Bug 166676 - FILEOPEN PDF: missing letters, Ok with pdfium handling
Summary: FILEOPEN PDF: missing letters, Ok with pdfium handling
Status: NEW
Alias: None
Product: LibreOffice
Classification: Unclassified
Component: Draw (show other bugs)
Version:
(earliest affected)
unspecified
Hardware: x86-64 (AMD64) Linux (All)
: medium normal
Assignee: Not Assigned
URL:
Whiteboard:
Keywords: filter:pdf
Depends on:
Blocks: PDF-Import-Draw
  Show dependency treegraph
 
Reported: 2025-05-21 18:48 UTC by Piotr Kocia
Modified: 2025-05-21 22:23 UTC (History)
2 users (show)

See Also:
Crash report or crash signature:


Attachments
The problematic file (276.78 KB, application/pdf)
2025-05-21 18:49 UTC, Piotr Kocia
Details

Note You need to log in before you can comment on or make changes to this bug.
Description Piotr Kocia 2025-05-21 18:48:57 UTC
Description:
The attached file is incorrectly opened by Draw - random letters are missing from the text.

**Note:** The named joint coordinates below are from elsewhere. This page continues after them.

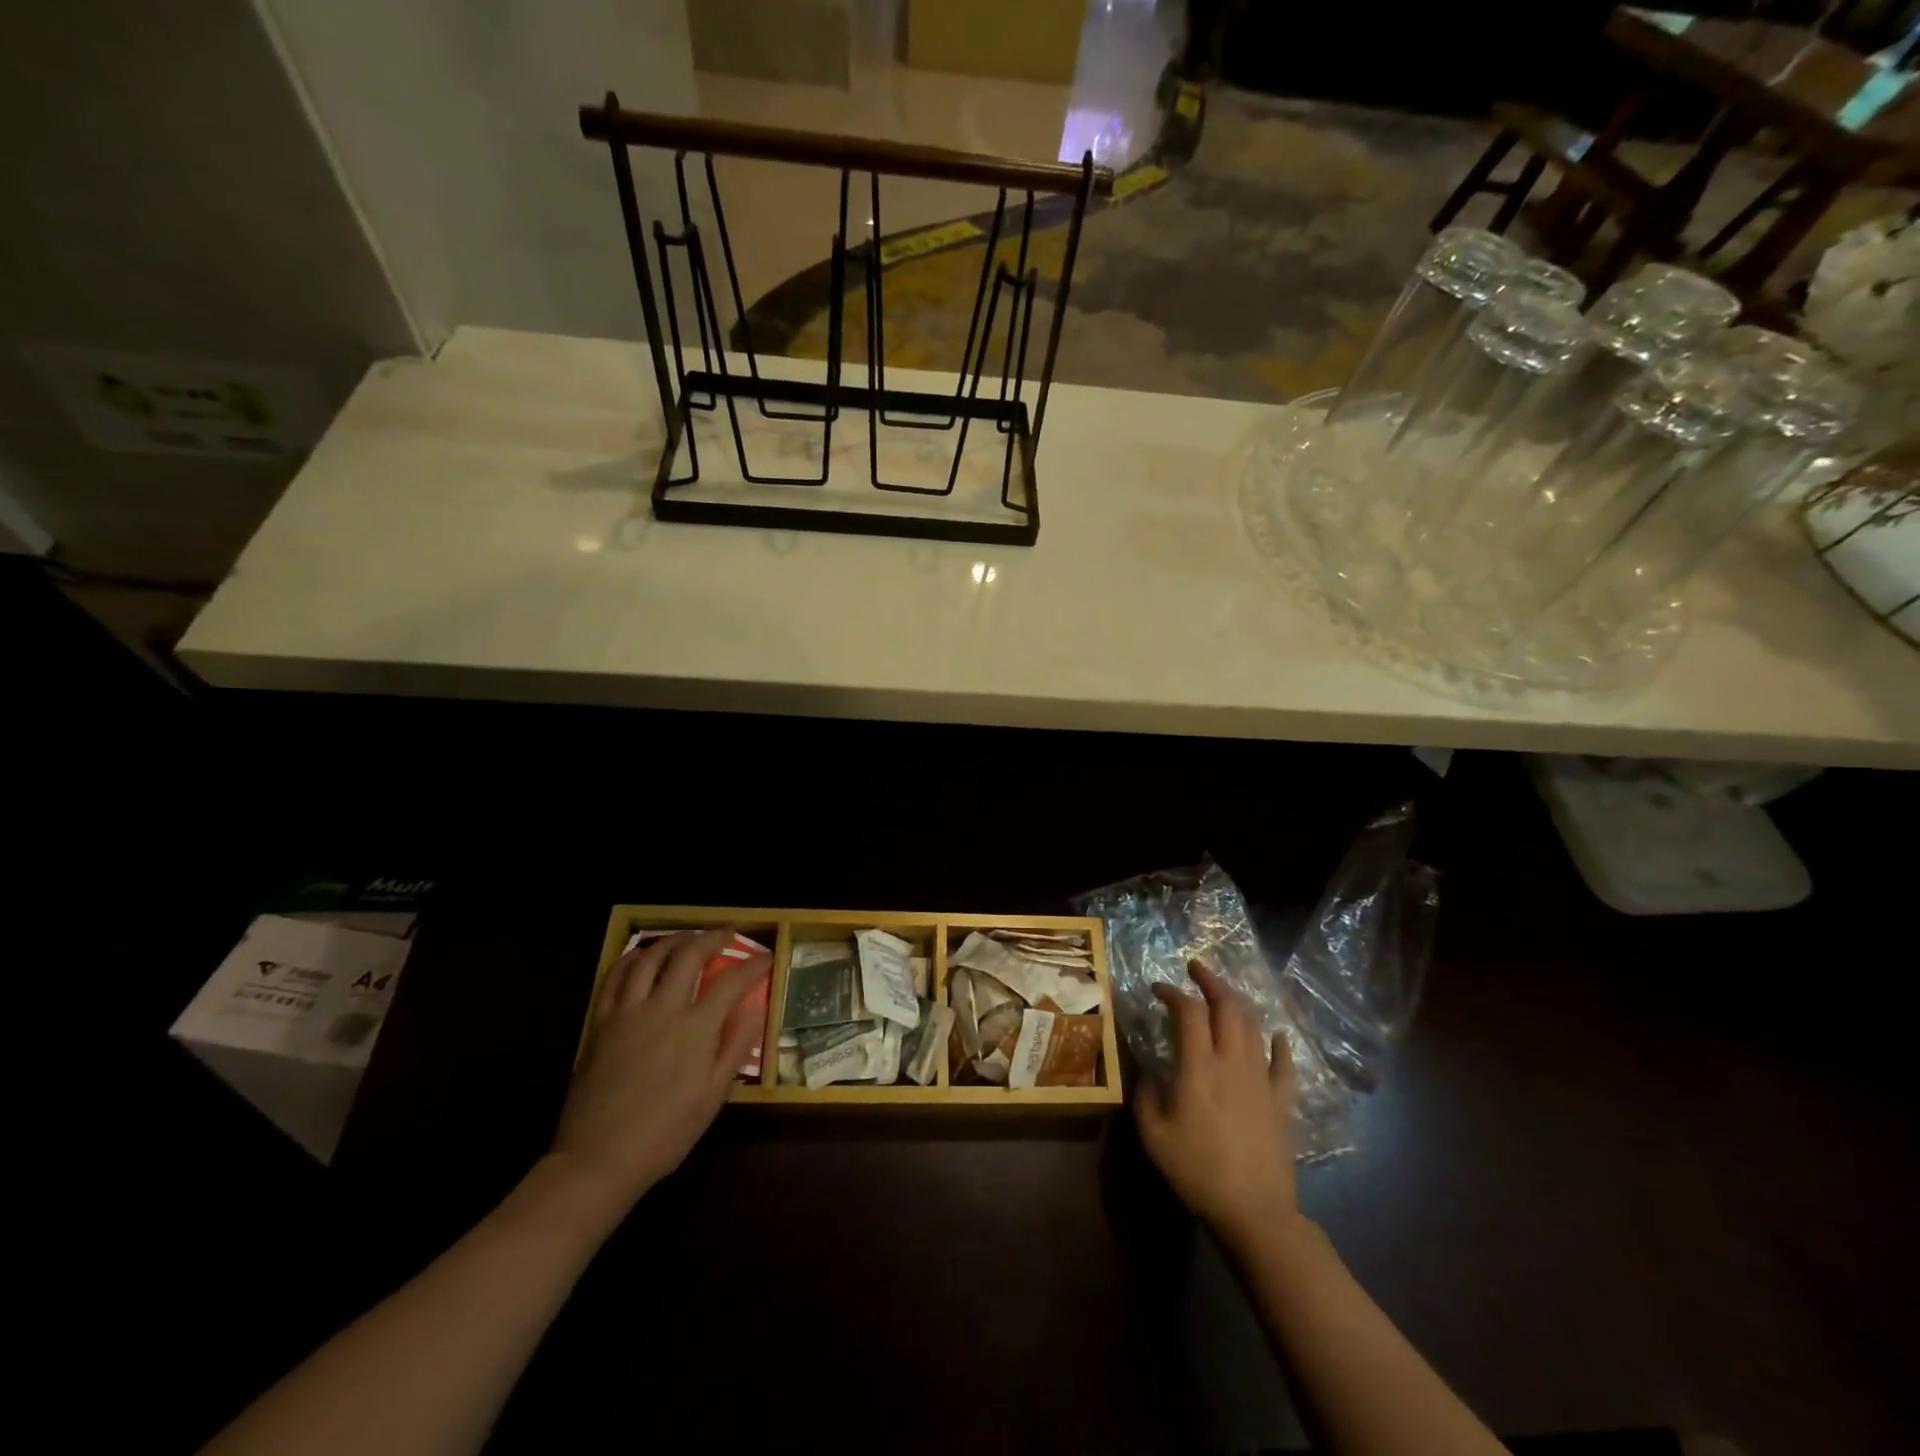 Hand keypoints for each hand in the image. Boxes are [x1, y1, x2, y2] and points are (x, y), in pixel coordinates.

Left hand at [548, 928, 769, 1220]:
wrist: (600, 1158)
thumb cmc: (666, 1132)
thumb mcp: (714, 1095)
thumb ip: (736, 1046)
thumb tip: (754, 1008)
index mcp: (696, 1028)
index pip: (731, 981)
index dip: (752, 965)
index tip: (765, 958)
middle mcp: (663, 1009)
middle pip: (689, 955)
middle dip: (713, 938)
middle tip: (727, 934)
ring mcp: (628, 1012)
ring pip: (651, 958)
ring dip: (674, 940)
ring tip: (688, 938)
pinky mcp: (601, 1021)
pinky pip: (615, 977)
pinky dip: (633, 958)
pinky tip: (643, 956)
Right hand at [1134, 961, 1300, 1247]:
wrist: (1254, 1211)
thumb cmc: (1196, 1170)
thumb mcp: (1153, 1133)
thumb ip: (1145, 1093)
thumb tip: (1148, 1070)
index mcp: (1199, 1066)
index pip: (1188, 1012)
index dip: (1172, 993)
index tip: (1157, 989)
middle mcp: (1233, 1062)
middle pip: (1227, 1007)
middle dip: (1211, 981)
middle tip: (1195, 968)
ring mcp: (1262, 1079)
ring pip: (1253, 1026)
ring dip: (1237, 1003)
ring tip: (1223, 994)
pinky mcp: (1282, 1101)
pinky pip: (1284, 1063)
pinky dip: (1279, 1044)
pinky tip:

I do not know how the PDF file was produced, but I suppose it has been exported from Microsoft Word.

Steps to Reproduce:
Open the attached file in LO Draw.

Actual Results:
Letters (most notably 'c' and 'z') are missing from the text.

Expected Results:
All letters are imported correctly.


Reproducible: Always


User Profile Reset: No

Additional Info:
Arch Linux release

Version: 25.2.3.2 (X86_64) / LibreOffice Community
Build ID: 520(Build:2)
CPU threads: 12; OS: Linux 6.14; UI render: default; VCL: gtk3
Locale: en-US (en_US.UTF-8); UI: en-US
25.2.3-2
Calc: threaded
Comment 1 Piotr Kocia 2025-05-21 18:49:49 UTC
Created attachment 200899 [details]
The problematic file
Comment 2 BogdanB 2025-05-21 19:11:55 UTC
Confirm with
Version: 25.2.3.1 (X86_64) / LibreOffice Community
Build ID: d8d1af5f77df955194e52baabe19324532ac8e8b
CPU threads: 16; OS: Linux 6.11; UI render: default; VCL: gtk3
Locale: en-US (en_US.UTF-8); UI: en-US
Calc: threaded

For example at line 
A.1. Jak można określić pojęie własnośi intelektualnej (PDF)
is
A.1. Jak można określić poję ie własnośi intelektualnej (DRAW)
Comment 3 Piotr Kocia 2025-05-21 20:42:02 UTC
I should have provided an example.

The line you mentioned is rendered by zathura with mupdf backend and xournal++ as

A.1. Jak można określić pojęcie własności intelektualnej

while in Draw is is as you mentioned

A.1. Jak można określić poję ie własnośi intelektualnej
Comment 4 V Stuart Foote 2025-05-21 22:23:57 UTC
(In reply to Piotr Kocia from comment #3)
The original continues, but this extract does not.